The Cranbrook Project has partnered with other entities in Detroit, but Jordan says people should expect more music programming at Hartford Memorial Baptist Church, as well as an expansion into other communities like Pontiac.

“Detroit and Pontiac, they’re predominantly Black, and you know, the suburban areas around them are predominantly white,” Jordan says. “[We’re] just trying to move through some of the demographic barriers that in our world have kind of seeped into our subjective experiences, and we all kind of become nestled in our own little communities, our own little worlds.”

She adds, “Part of what we’re trying to do is make things as accessible as possible.”

Jordan is a native Detroiter and a classically trained opera singer, which she says drives her goal of linked the city and its suburbs.

“If you want to get into Detroit, sometimes you have to have somebody from Detroit,” she says of her role. “It’s a very unique town, and you have to know how to navigate it so that Detroiters see you and they believe in what you’re committed to. People come here, and they want to benefit from Detroit, but they don’t necessarily sew into Detroit, and I think that matters. I see the Cranbrook Project has an opportunity to do that and to plant seeds that can last for a very long time.”

She says the Cranbrook Project programming has so far centered around jazz — and churches — because of its spiritual element.

“Jazz is a place where I think everyone can come together,” she says. “It’s just something about jazz music that sounds like a centering or grounding, a beginning.”

However, she adds, “It doesn’t necessarily have to be just the church, but the church is a rallying spot. And so you start there.”

Jordan says she hopes to expand programming into other genres like classical music or folk, and other types of events like panel discussions. And ticket sales from the Sacred Jazz Concerts will go toward expanding a summer arts youth camp for kids in the metro Detroit area, she says.
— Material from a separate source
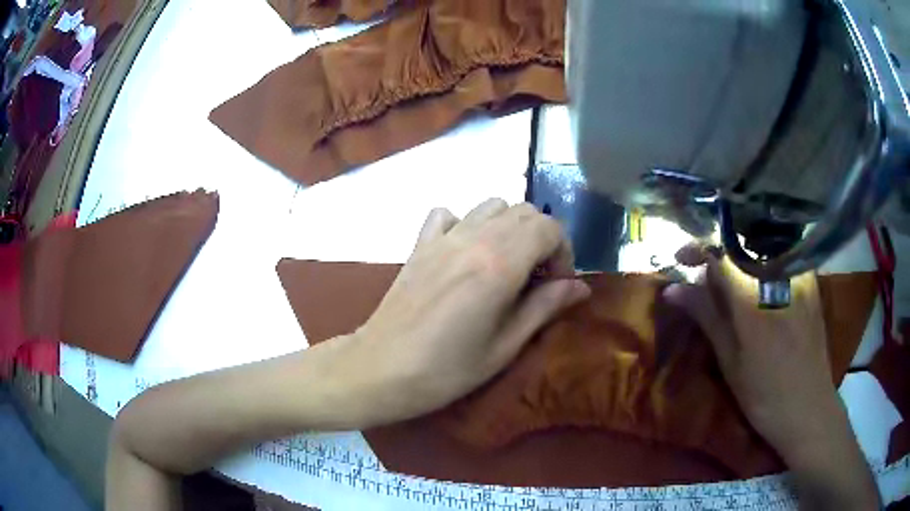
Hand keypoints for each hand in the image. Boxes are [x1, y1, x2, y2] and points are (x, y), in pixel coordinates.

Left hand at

She hopes that by building bridges, the Cranbrook Project can also expand minds.

“When you’re talking about building community, we should be more diverse, we should push ourselves to increase our cultural experiences,” she says. “Because ultimately, what that helps us do is it helps us see the world beyond our subjective, beyond just what we know and understand. We get to see what other people know, what other people understand, and that makes us become a better versions of ourselves, whether we know it or not.”